Mission: Web pages provide access to many critical services (e.g., health care, education, news), and are increasingly accessed by users with diverse network and device resources. Unfortunately, despite the fact that performance and functionality of page loads can vary drastically across resource settings, page loads today minimally adapt to their execution environments. This results in either underutilized resources or broken (incomplete) pages. This project aims to develop a new web paradigm called Adaptive Web Execution (AWE), in which page loads directly adapt their execution or content according to the available resources. The key goal is to maximize the performance and functionality that a web page can offer a user based on that user’s resource availability.

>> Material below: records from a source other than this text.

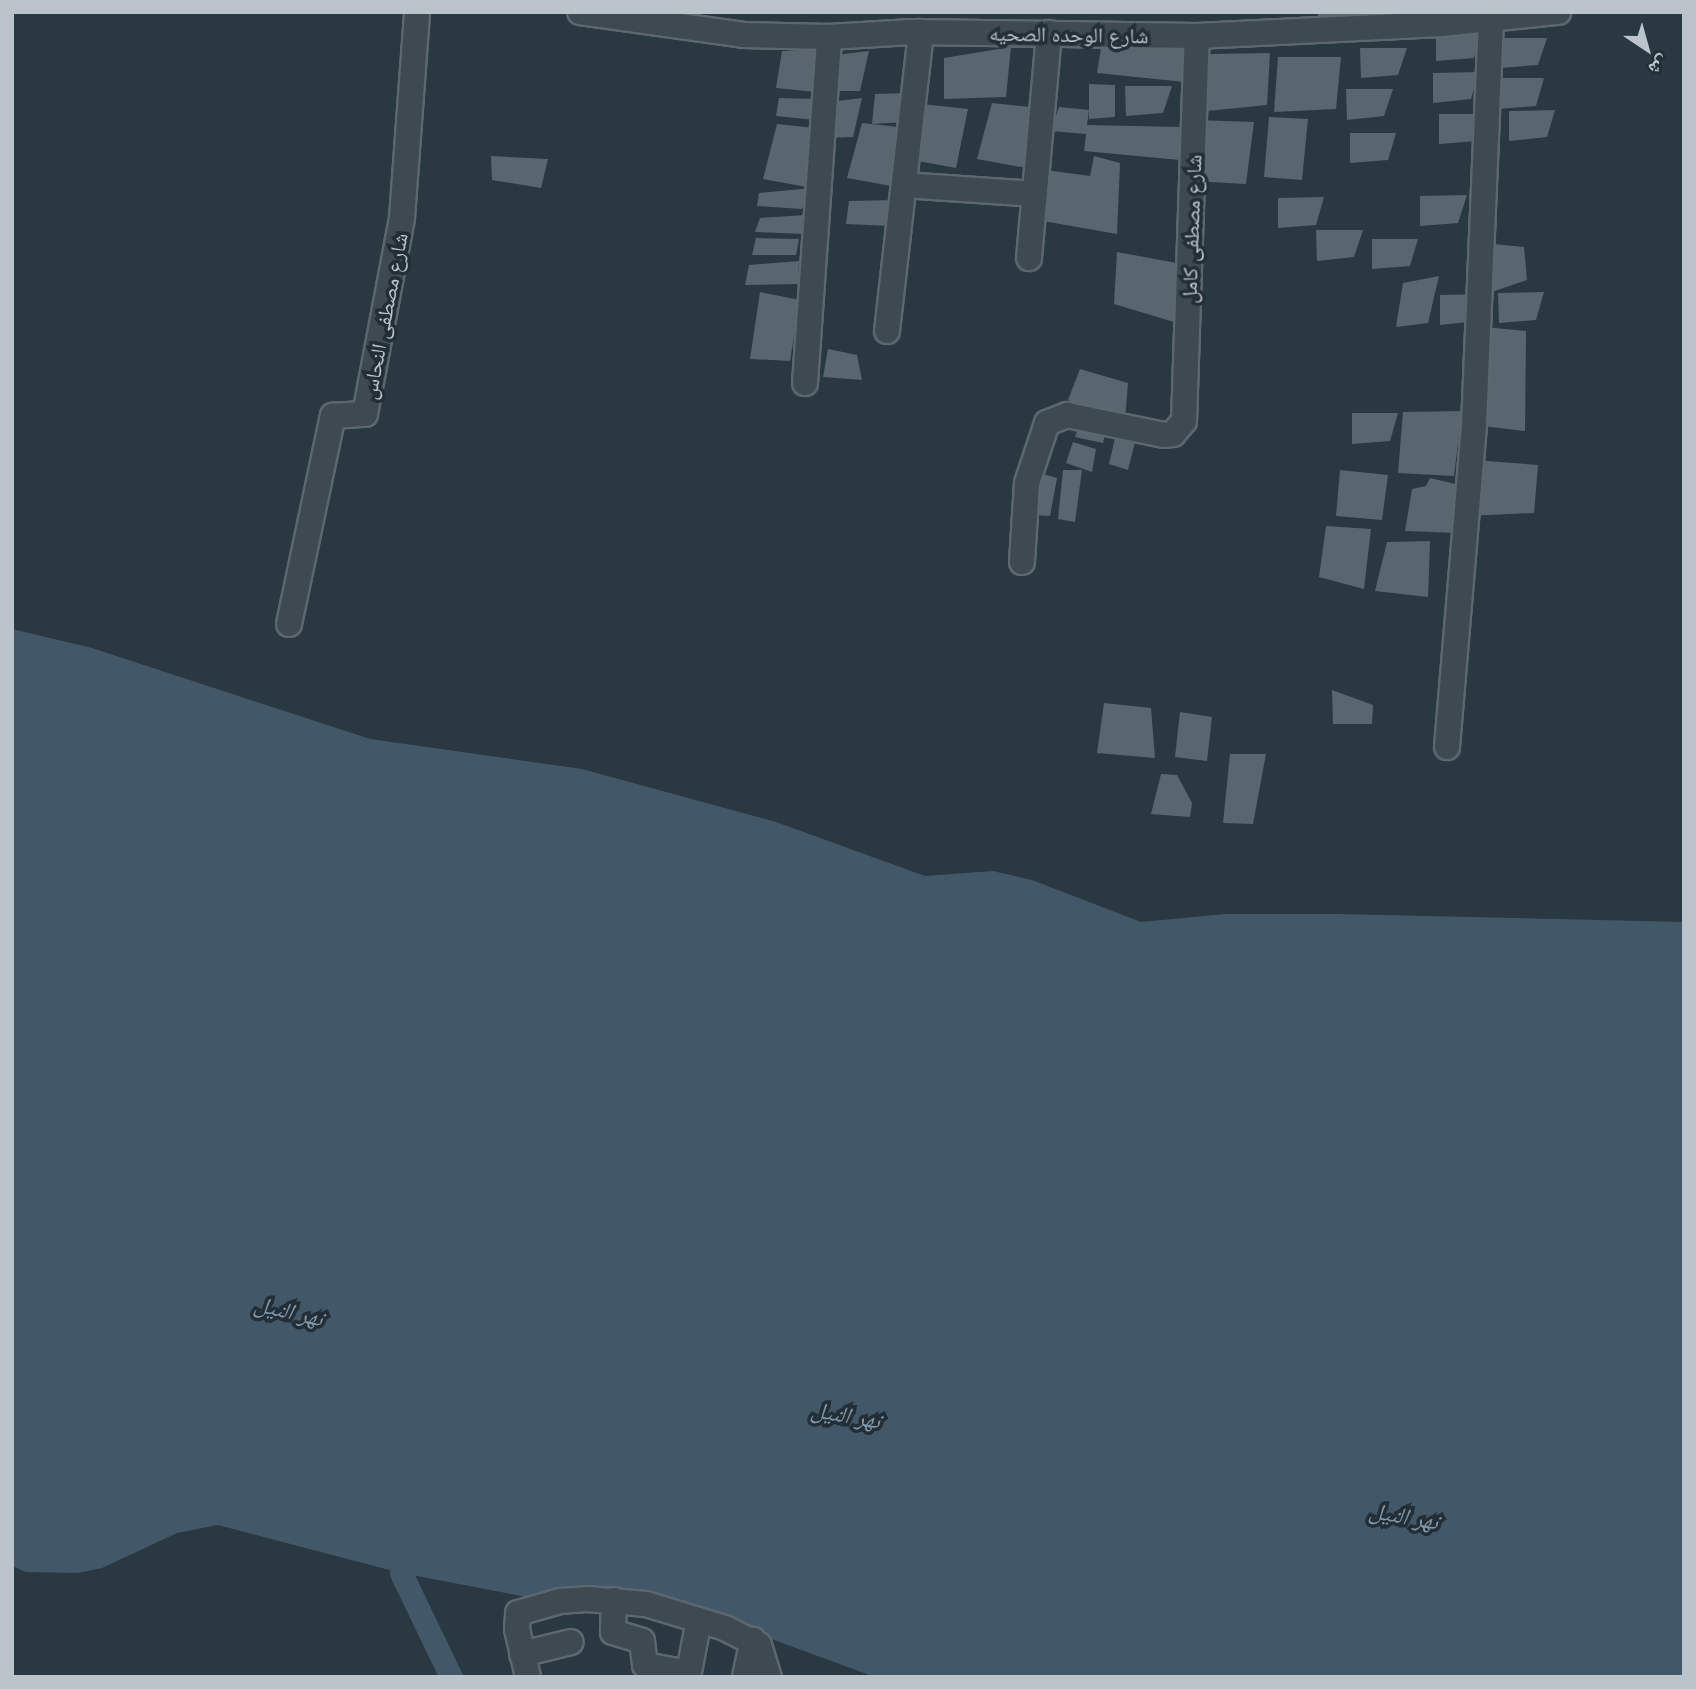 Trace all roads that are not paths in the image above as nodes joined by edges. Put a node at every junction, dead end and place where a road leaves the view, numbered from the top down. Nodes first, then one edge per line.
1 (417, 12) edge
2 (580, 12) edge
3 (1558, 12) edge
4 (1491, 20) junction
5 (921, 32) junction
6 (1049, 33) junction
7 (1197, 36) junction
8 (829, 37) junction
9 (904, 185) junction
10 (1035, 194) junction
11 (1029, 258) dead end
12 (887, 331) dead end
13 (805, 383) dead end
14 (1022, 562) dead end
15 (289, 624) dead end
16 (1447, 747) dead end
17 (614, 1600) junction
18 (699, 1620) junction
19 (753, 1640) junction
20 (571, 1642) dead end
21 (525, 1665) edge
22 (645, 1671) edge
23 (688, 1675) edge
24 (745, 1677) edge
25 (769, 1677) edge

1 - 15 street, شارع مصطفى النحاس
2 - 8 street, شارع الوحده الصحيه
3 - 4 street, شارع الوحده الصحيه
4 - 7 street, شارع الوحده الصحيه
4 - 16 street
5 - 6 street, شارع الوحده الصحيه
5 - 8 street, شارع الوحده الصحيه
5 - 9 street
6 - 7 street, شارع الوحده الصحيه
6 - 10 street
7 - 14 street, شارع مصطفى كامل
8 - 13 street
9 - 10 street
9 - 12 street
10 - 11 street
17 - 18 street
17 - 21 street
17 - 22 street
18 - 19 street
18 - 23 street
19 - 24 street
19 - 25 street
20 - 21 street
22 - 23 street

Floo: Automatic, Lightweight Memoization for Faster Mobile Apps
Murali Ramanujam, Helen Chen, Shaghayegh Mardani, Ravi Netravali
MobiSys 2022
Source code
Abstract:: Owing to growing feature sets and sluggish improvements to smartphone CPUs
(relative to mobile networks), mobile app response times have increasingly
become bottlenecked on client-side computations. In designing a solution to
this emerging issue, our primary insight is that app computations exhibit
substantial stability over time in that they are entirely performed in
rarely-updated codebases within app binaries and the OS. Building on this, we
present Floo, a system that aims to automatically reuse (or memoize)

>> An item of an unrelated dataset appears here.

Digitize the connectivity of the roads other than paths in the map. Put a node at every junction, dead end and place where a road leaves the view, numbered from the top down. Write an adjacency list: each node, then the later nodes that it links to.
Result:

computation results during app operation in an effort to reduce the amount of
compute needed to handle user interactions. To ensure practicality – the
struggle with any memoization effort – in the face of limited mobile device
resources and the short-lived nature of each app computation, Floo embeds
several new techniques that collectively enable it to mask cache lookup
overheads and ensure high cache hit rates, all the while guaranteeing
correctness for any reused computations. Across a wide range of apps, live
networks, phones, and interaction traces, Floo reduces median and 95th
percentile interaction response times by 32.7\% and 72.3\%
Jawa: Web Archival in the Era of JavaScript
Ayush Goel, Jingyuan Zhu, Ravi Netravali, Harsha Madhyastha
OSDI 2022
Source code
Abstract:: By repeatedly crawling and saving web pages over
time, web archives (such as the Internet Archive) enable users
to visit historical versions of any page. In this paper, we point
out that existing web archives are not well designed to cope
with the widespread presence of JavaScript on the web. Some
archives store petabytes of JavaScript code, and yet many pages
render incorrectly when users load them. Other archives which
store the end-state of page loads (e.g., screen captures) break
post-load interactions implemented in JavaScript.

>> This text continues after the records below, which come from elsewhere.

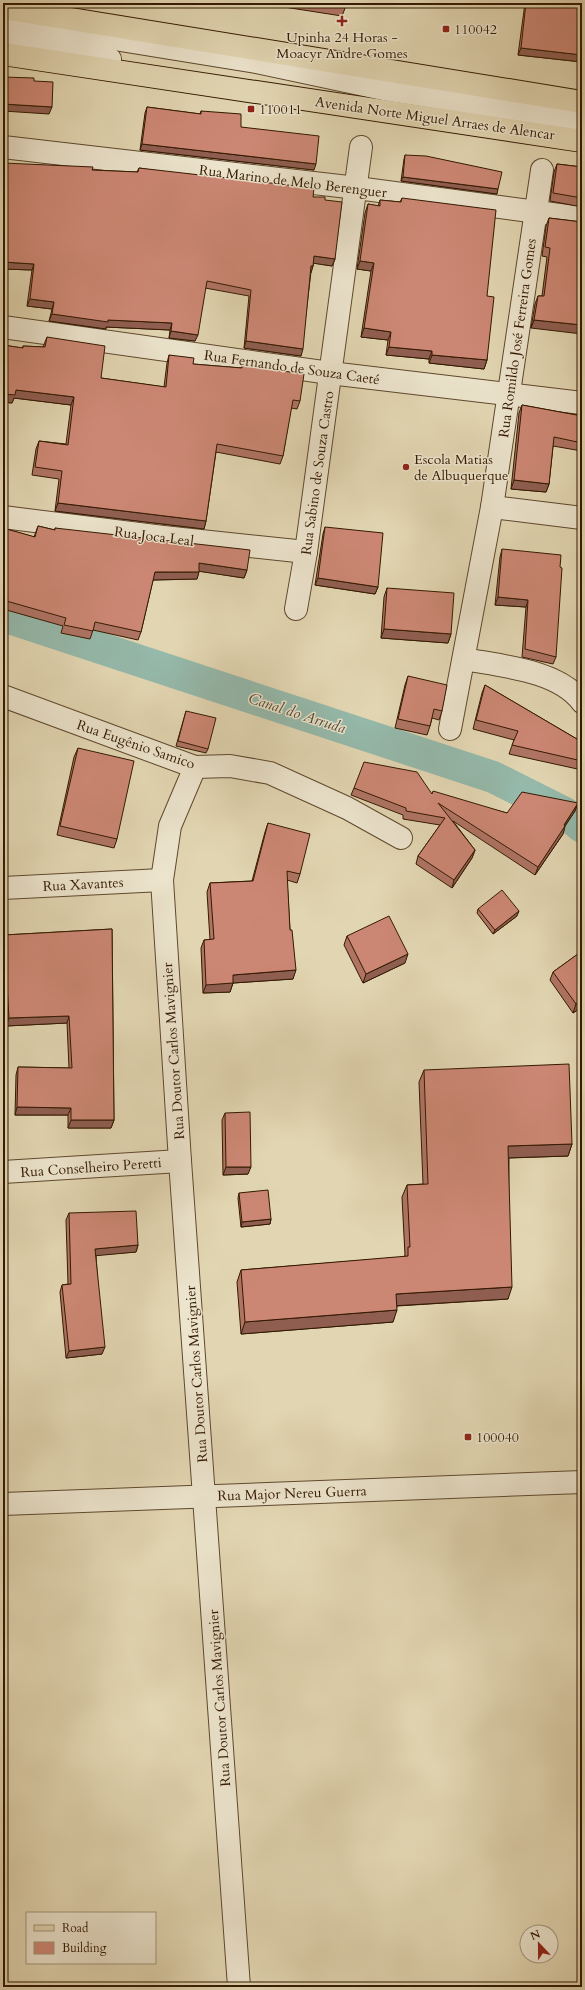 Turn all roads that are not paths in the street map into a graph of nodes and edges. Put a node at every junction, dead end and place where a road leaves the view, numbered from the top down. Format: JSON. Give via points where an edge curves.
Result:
{"nodes":[{"id":1,"x":3,"y":8,"type":"edge"},
{"id":2,"x":3,"y":21,"type":"edge"},
{"id":3,"x":3,"y":42,"type":"edge"},
{"id":4,"x":3,"y":54,"type":"edge"},
{"id":5,"x":582,"y":102,"type":"edge"},
{"id":6,"x":582,"y":120,"type":"edge"},
{"id":7,"x":582,"y":131,"type":"edge"},
{"id":8,"x":582,"y":141,"type":"edge"},
{"id":9,"x":3,"y":147,"type":"edge"},
{"id":10,"x":361,"y":147,"type":"dead end"},
{"id":11,"x":542,"y":170,"type":"dead end"},
{"id":12,"x":357,"y":188,"type":"junction"},
{"id":13,"x":535,"y":212,"type":"junction"},
{"id":14,"x":582,"y":218,"type":"edge"},
{"id":15,"x":3,"y":327,"type":"edge"},
{"id":16,"x":330,"y":373,"type":"junction"},
{"id":17,"x":508,"y":394,"type":"junction"},
{"id":18,"x":582,"y":403,"type":"edge"},
{"id":19,"x":492,"y":506,"type":"junction"},
{"id":20,"x":3,"y":517,"type":"edge"},
{"id":21,"x":582,"y":518,"type":"edge"},
{"id":22,"x":306,"y":552,"type":"junction"},
{"id":23,"x":296,"y":609,"type":"dead end"},
{"id":24,"x":464,"y":659,"type":"junction"},
{"id":25,"x":3,"y":696,"type":"edge"},
{"id":26,"x":582,"y":702,"type":"edge"},
{"id":27,"x":450,"y":729,"type":"dead end"},
{"id":28,"x":195,"y":767,"type":"junction"},
{"id":29,"x":401,"y":838,"type":"dead end"},
{"id":30,"x":162,"y":880,"type":"junction"},
{"id":31,"x":3,"y":888,"type":"edge"},
{"id":32,"x":180,"y":1161,"type":"junction"},
{"id":33,"x":3,"y":1172,"type":"edge"},
{"id":34,"x":582,"y":1482,"type":"edge"},
{"id":35,"x":205,"y":1496,"type":"junction"},
{"id":36,"x":3,"y":1504,"type":"edge"},
{"id":37,"x":239,"y":1987,"type":"edge"}],
"edges":[{"from":1,"to":5,"type":"main road"},
{"from":2,"to":6,"type":"street","via":[[256,62],[388,90]]},
{"from":3,"to":7,"type":"street"},
{"from":4,"to":8,"type":"main road","name":"Avenida Norte Miguel Arraes de Alencar"},
{"from":9,"to":12,"type":"street","name":"Rua Marino de Melo Berenguer"},
{"from":10,"to":12,"type":"street","name":"Rua Sabino de Souza Castro"},
{"from":11,"to":13,"type":"street","name":"Rua Romildo José Ferreira Gomes"},
{"from":12,"to":13,"type":"street","name":"Rua Marino de Melo Berenguer"},
{"from":12,"to":16,"type":"street","name":"Rua Sabino de Souza Castro"},
{"from":13,"to":14,"type":"street","name":"Rua Marino de Melo Berenguer"},
{"from":13,"to":17,"type":"street","name":"Rua Romildo José Ferreira Gomes"},
{"from":15,"to":16,"type":"street","name":"Rua Fernando de Souza Caeté"},
{"from":16,"to":17,"type":"street","name":"Rua Fernando de Souza Caeté"},
{"from":16,"to":22,"type":"street","name":"Rua Sabino de Souza Castro"},
{"from":17,"to":18,"type":"street","name":"Rua Fernando de Souza Caeté"},
{"from":17,"to":19,"type":"street","name":"Rua Romildo José Ferreira Gomes"},
{"from":19,"to":21,"type":"street"},
{"from":19,"to":24,"type":"street","name":"Rua Romildo José Ferreira Gomes"},
{"from":20,"to":22,"type":"street","name":"Rua Joca Leal"},
{"from":22,"to":23,"type":"street","name":"Rua Sabino de Souza Castro"},
{"from":24,"to":26,"type":"street","via":[[523,670],[546,678],[567,687]]},
{"from":24,"to":27,"type":"street","name":"Rua Romildo José Ferreira Gomes"},
{"from":25,"to":28,"type":"street","name":"Rua Eugênio Samico"},
{"from":28,"to":29,"type":"street","name":"Rua Eugênio Samico","via":[[230,766],[270,773],[347,808]]},
{"from":28,"to":30,"type":"street","name":"Rua Doutor Carlos Mavignier","via":[[170,826]]},
{"from":30,"to":31,"type":"street","name":"Rua Xavantes"},
{"from":30,"to":32,"type":"street","name":"Rua Doutor Carlos Mavignier"},
{"from":32,"to":33,"type":"street","name":"Rua Conselheiro Peretti"},
{"from":32,"to":35,"type":"street","name":"Rua Doutor Carlos Mavignier"},
{"from":34,"to":35,"type":"street","name":"Rua Major Nereu Guerra"},
{"from":35,"to":36,"type":"street","name":"Rua Major Nereu Guerra"},
{"from":35,"to":37,"type":"street","name":"Rua Doutor Carlos Mavignier"}]}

To address these problems, we present Jawa, a new design for
web archives which significantly reduces the storage necessary
to save modern web pages while also improving the fidelity with
which archived pages are served. Key to enabling Jawa’s use at
scale are our observations on a) the forms of non-determinism
which impair the execution of JavaScript on archived pages,
and b) the ways in which JavaScript’s execution fundamentally
differs between live web pages and their archived copies. On a
corpus of 1 million archived pages, Jawa reduces overall storage
needs by 41\%, when compared to the techniques currently used
by the Internet Archive.
Horcrux: Automatic JavaScript Parallelism for Resource-Efficient Web Computation
Nikhil Kansal, Murali Ramanujam, Ravi Netravali
OSDI 2021
Source code
Abstract:: Web pages today commonly include large amounts of
JavaScript code in order to offer users a dynamic experience. These scripts
often make pages slow to load, partly due to a fundamental inefficiency in how
browsers process JavaScript content: browsers make it easy for web developers
to reason about page state by serially executing all scripts on any frame in a
page, but as a result, fail to leverage the multiple CPU cores that are readily
available even on low-end phones. In this paper, we show how to address this
inefficiency without requiring pages to be rewritten or browsers to be
modified. The key to our solution, Horcrux, is to account for the
non-determinism intrinsic to web page loads and the constraints placed by the
browser’s API for parallelism. Horcrux-compliant web servers perform offline
analysis of all the JavaScript code on any frame they serve to conservatively
identify, for every JavaScript function, the union of the page state that the
function could access across all loads of that page. Horcrux’s JavaScript
scheduler then uses this information to judiciously parallelize JavaScript
execution on the client-side so that the end-state is identical to that of a
serial execution, while minimizing coordination and offloading overheads.
Across a wide range of pages, phones, and mobile networks covering web
workloads in both developed and emerging regions, Horcrux reduces median
browser computation delays by 31-44\% and page load times by 18-37\%.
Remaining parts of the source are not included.